ZDL (ZinkDefizienzLike Syndrom, zinc deficieny like syndrome)
Ein weitere neues Phänomen, das zu Minderwuchs führen kann, ist das ZinkDefizienzLike-Syndrom (ZDL). Die Erkrankung wird durch eine Mutation an PLD4 ausgelöst. Reinerbig erkrankte Kälber zeigen Symptome wie bei einem Zinkmangel, also in erster Linie entzündliche Hautveränderungen im Kopf und Halsbereich. Bisher konnte noch kein adultes Rind mit homozygoter Anlage gefunden werden. Das liegt vermutlich daran, dass erkrankte Kälber in der Regel nicht älter als sechs Monate werden. Die Entzündungen der Maulschleimhaut führen zu schlechter Futteraufnahme, aber selbst bei gutem Appetit nehmen die Kälber kaum zu und wachsen nicht. Eine ZDL-Erkrankung ist für die betroffenen Tiere mit Schmerzen und Leiden verbunden. Landwirte sollten daher unbedingt darauf achten, dass durch ihre Bullenauswahl keine homozygoten Kälber entstehen können.

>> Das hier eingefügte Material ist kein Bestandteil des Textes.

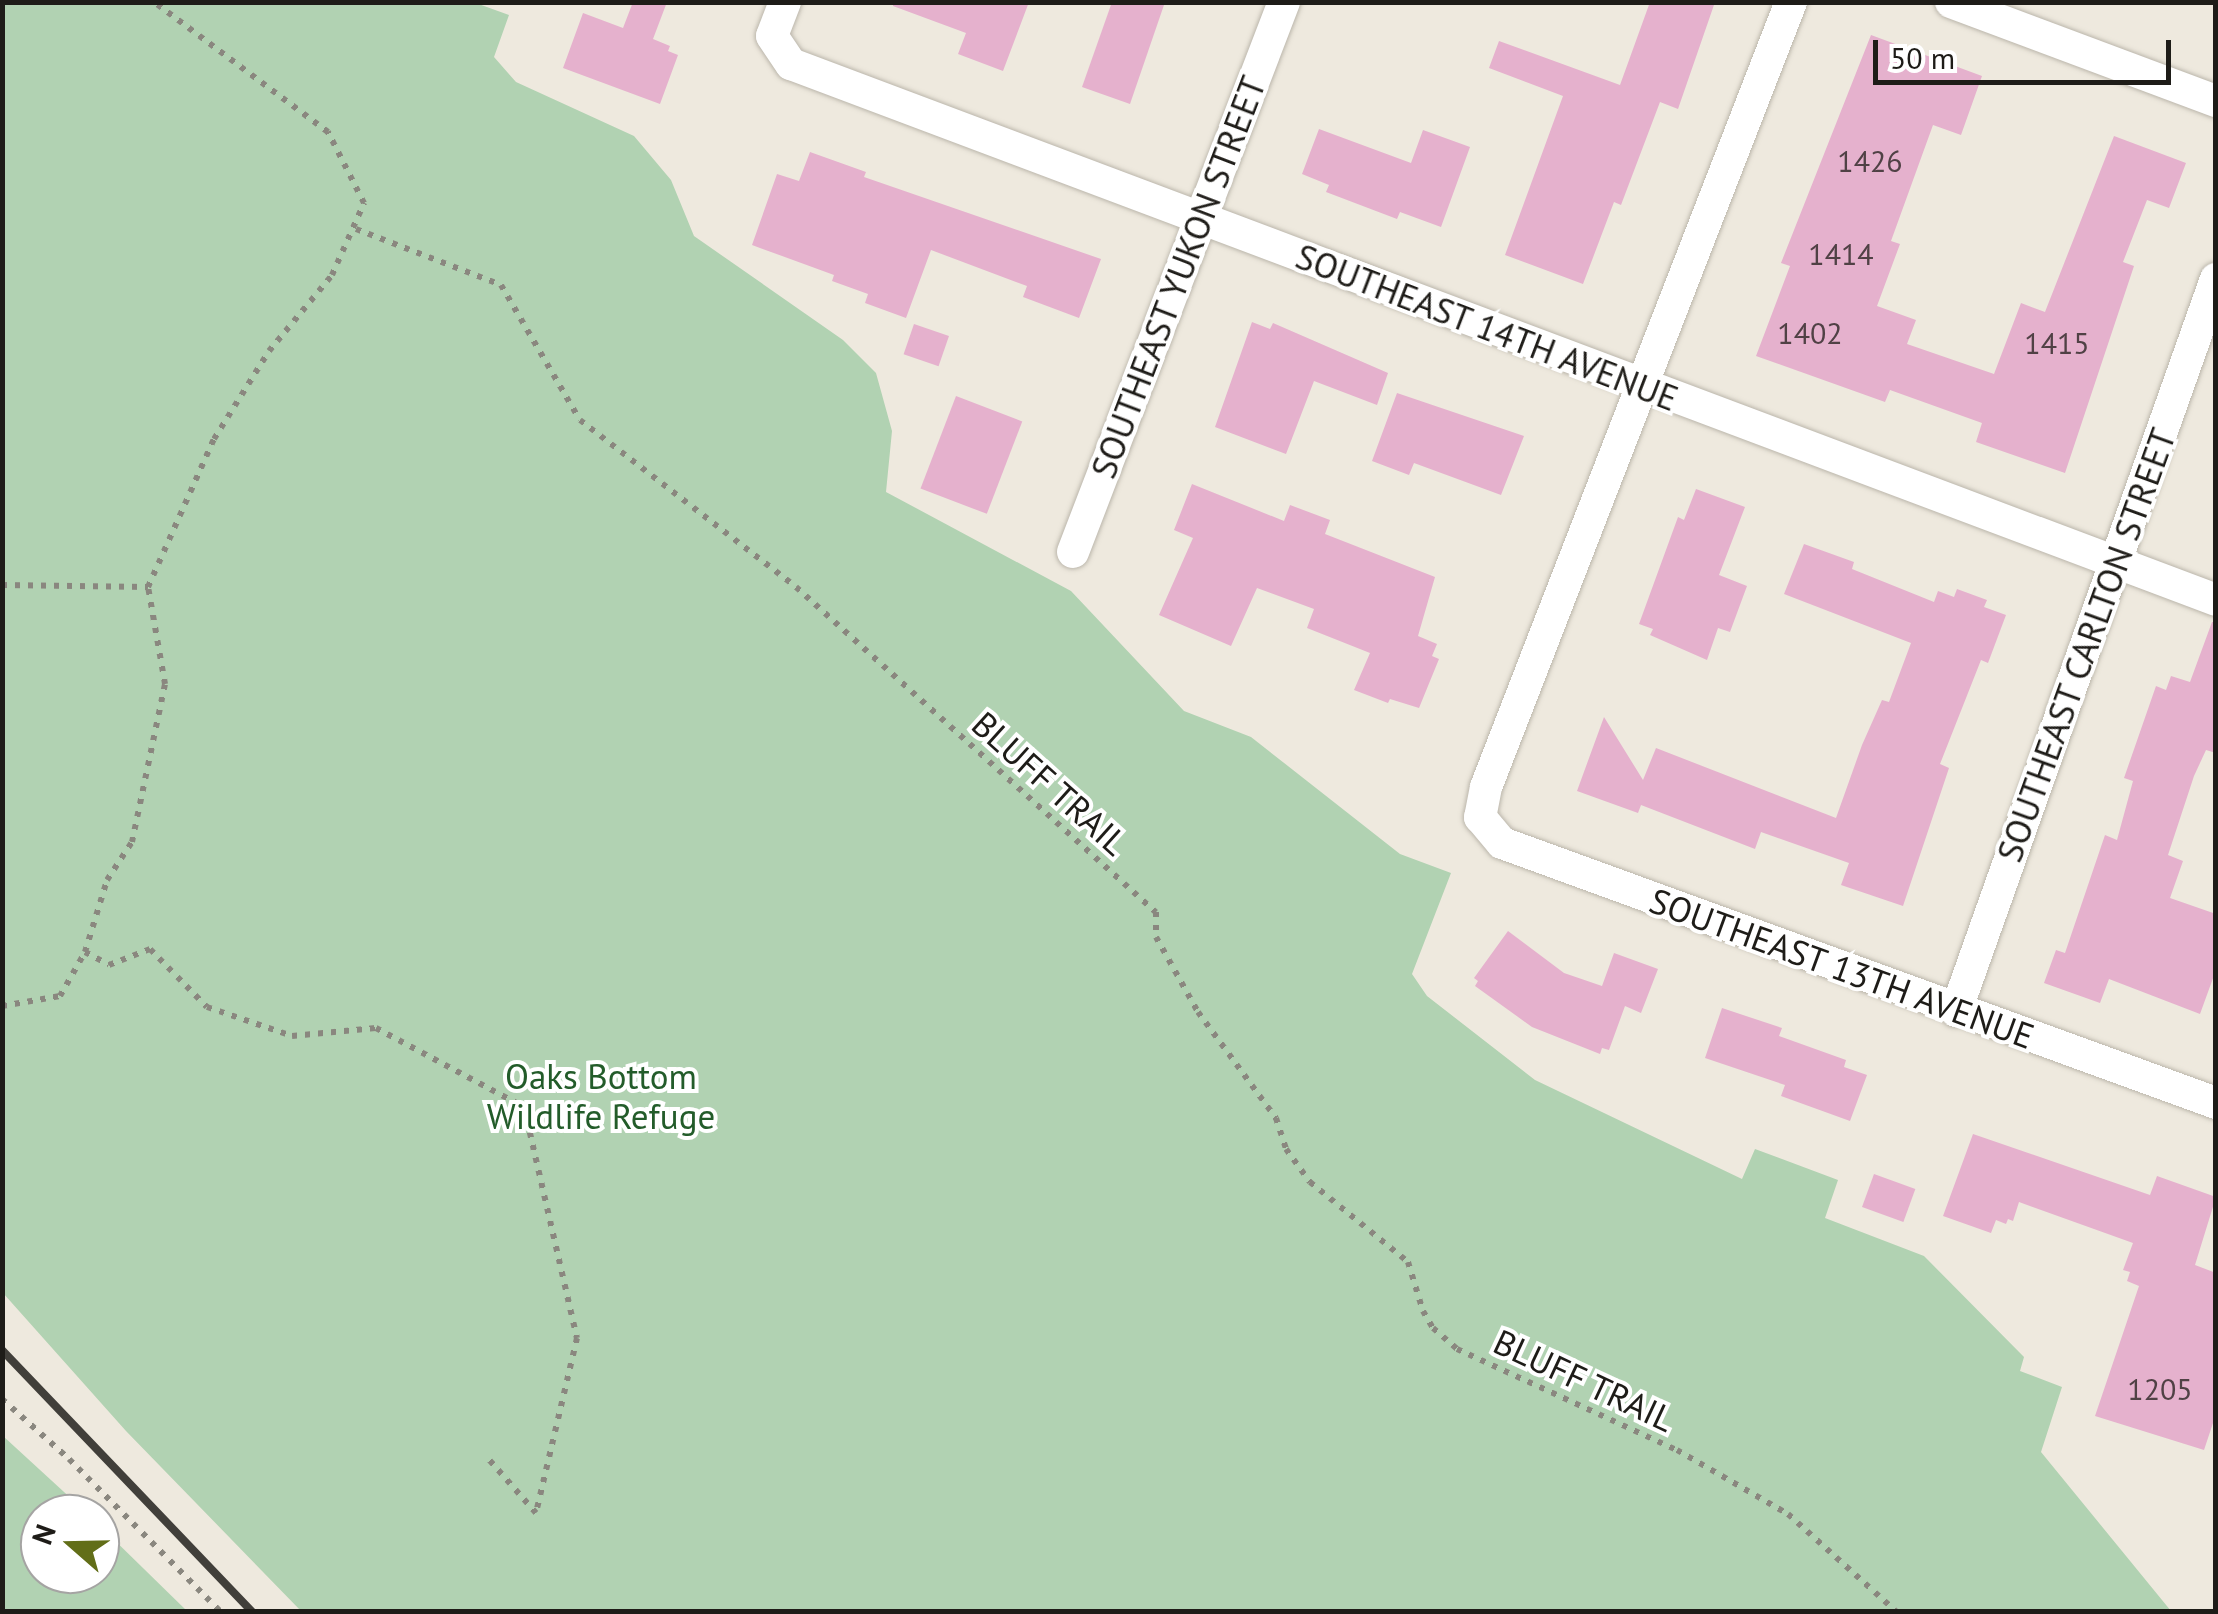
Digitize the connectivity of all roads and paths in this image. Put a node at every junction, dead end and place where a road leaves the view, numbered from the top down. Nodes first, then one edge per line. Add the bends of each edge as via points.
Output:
1 (154, 2) edge
2 (785, 2) edge
3 (1284, 2) edge
4 (1791, 2) edge
5 (1951, 2) edge
6 (2216, 102) edge
7 (1201, 219) junction
8 (356, 228) junction
9 (2216, 280) edge
10 (1642, 386) junction
11 (1073, 552) dead end
12 (2115, 564) junction
13 (2, 585) edge
14 (148, 587) junction
15 (2216, 600) edge
16 (84, 952) junction
17 (2, 1006) edge
18 (1956, 1011) junction
19 (2216, 1103) edge
20 (2, 1399) edge
21 (486, 1456) dead end
22 (221, 1612) edge
23 (1896, 1612) edge

1 - 8 path via 328,132 364,203
2 - 7 street, SOUTHEAST 14TH AVENUE via 772,36 791,64
3 - 7 street, SOUTHEAST YUKON STREET
4 - 10 street
5 - 6 street
7 - 10 street, SOUTHEAST 14TH AVENUE
7 - 11 street, SOUTHEAST YUKON STREET
8 - 14 path via 332,276 269,351 222,426
8 - 23 path, BLUFF TRAIL via 501,285 580,420 796,587 1156,912 1156,937 1198,1012 1276,1118 1286,1150 1310,1182 1408,1262 1424,1311 1457,1349 1677,1450 1788,1514
9 - 12 street, SOUTHEAST CARLTON STREET
10 - 12 street, SOUTHEAST 14TH AVENUE
10 - 18 street, SOUTHEAST 13TH AVENUE via 1486,786 1480,817 1502,843
12 - 15 street, SOUTHEAST 14TH AVENUE
12 - 18 street, SOUTHEAST CARLTON STREET
13 - 14 path
14 - 16 path via 166,684 132,842 106,880
16 - 17 path via 60,996
16 - 21 path via 109,964 150,949 207,1007 292,1036 376,1028 524,1107 577,1338 536,1514
18 - 19 street, SOUTHEAST 13TH AVENUE
20 - 22 path

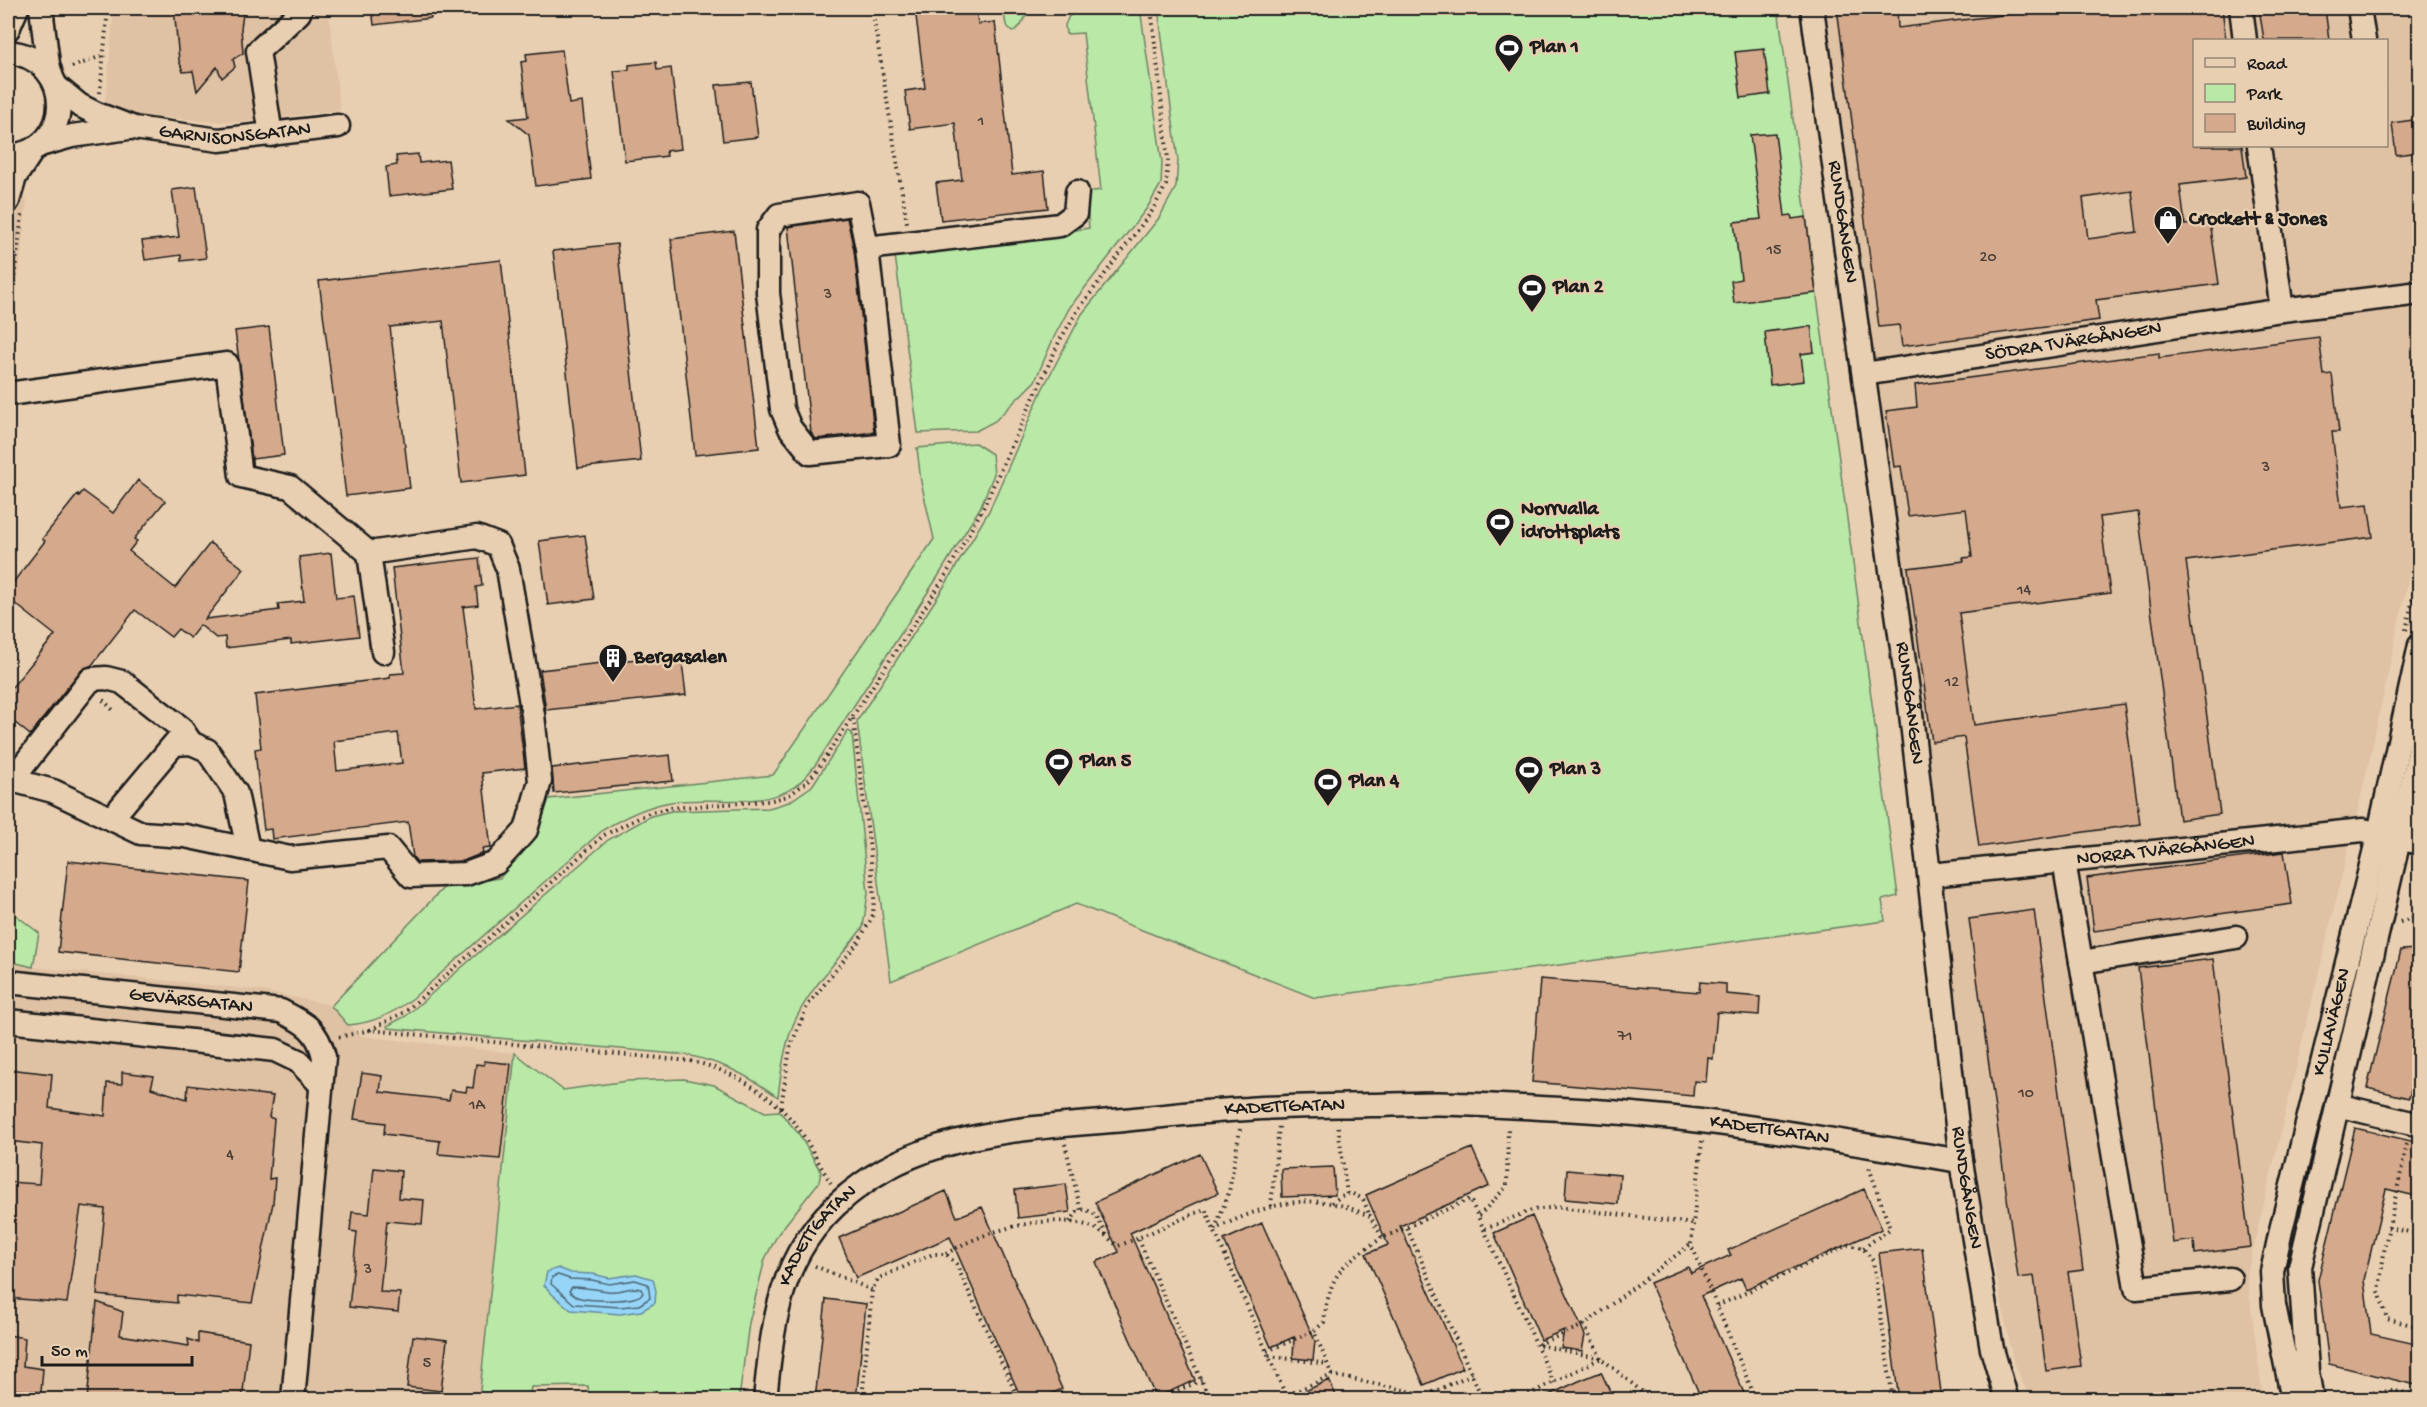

Verursacher-Bullen züchten weiter
Trotz finanzieller Schäden für die Landwirte und Leiden der betroffenen Kälber, werden die Träger-Bullen nicht aus der Zucht genommen. Die Besamungsstationen befürchten Rückschläge beim Zuchtfortschritt und appellieren daher an die Landwirte, bei der Bullenauswahl darauf zu achten, dass Trägertiere einzelner Krankheiten nicht mehrfach im Stammbaum erscheinen.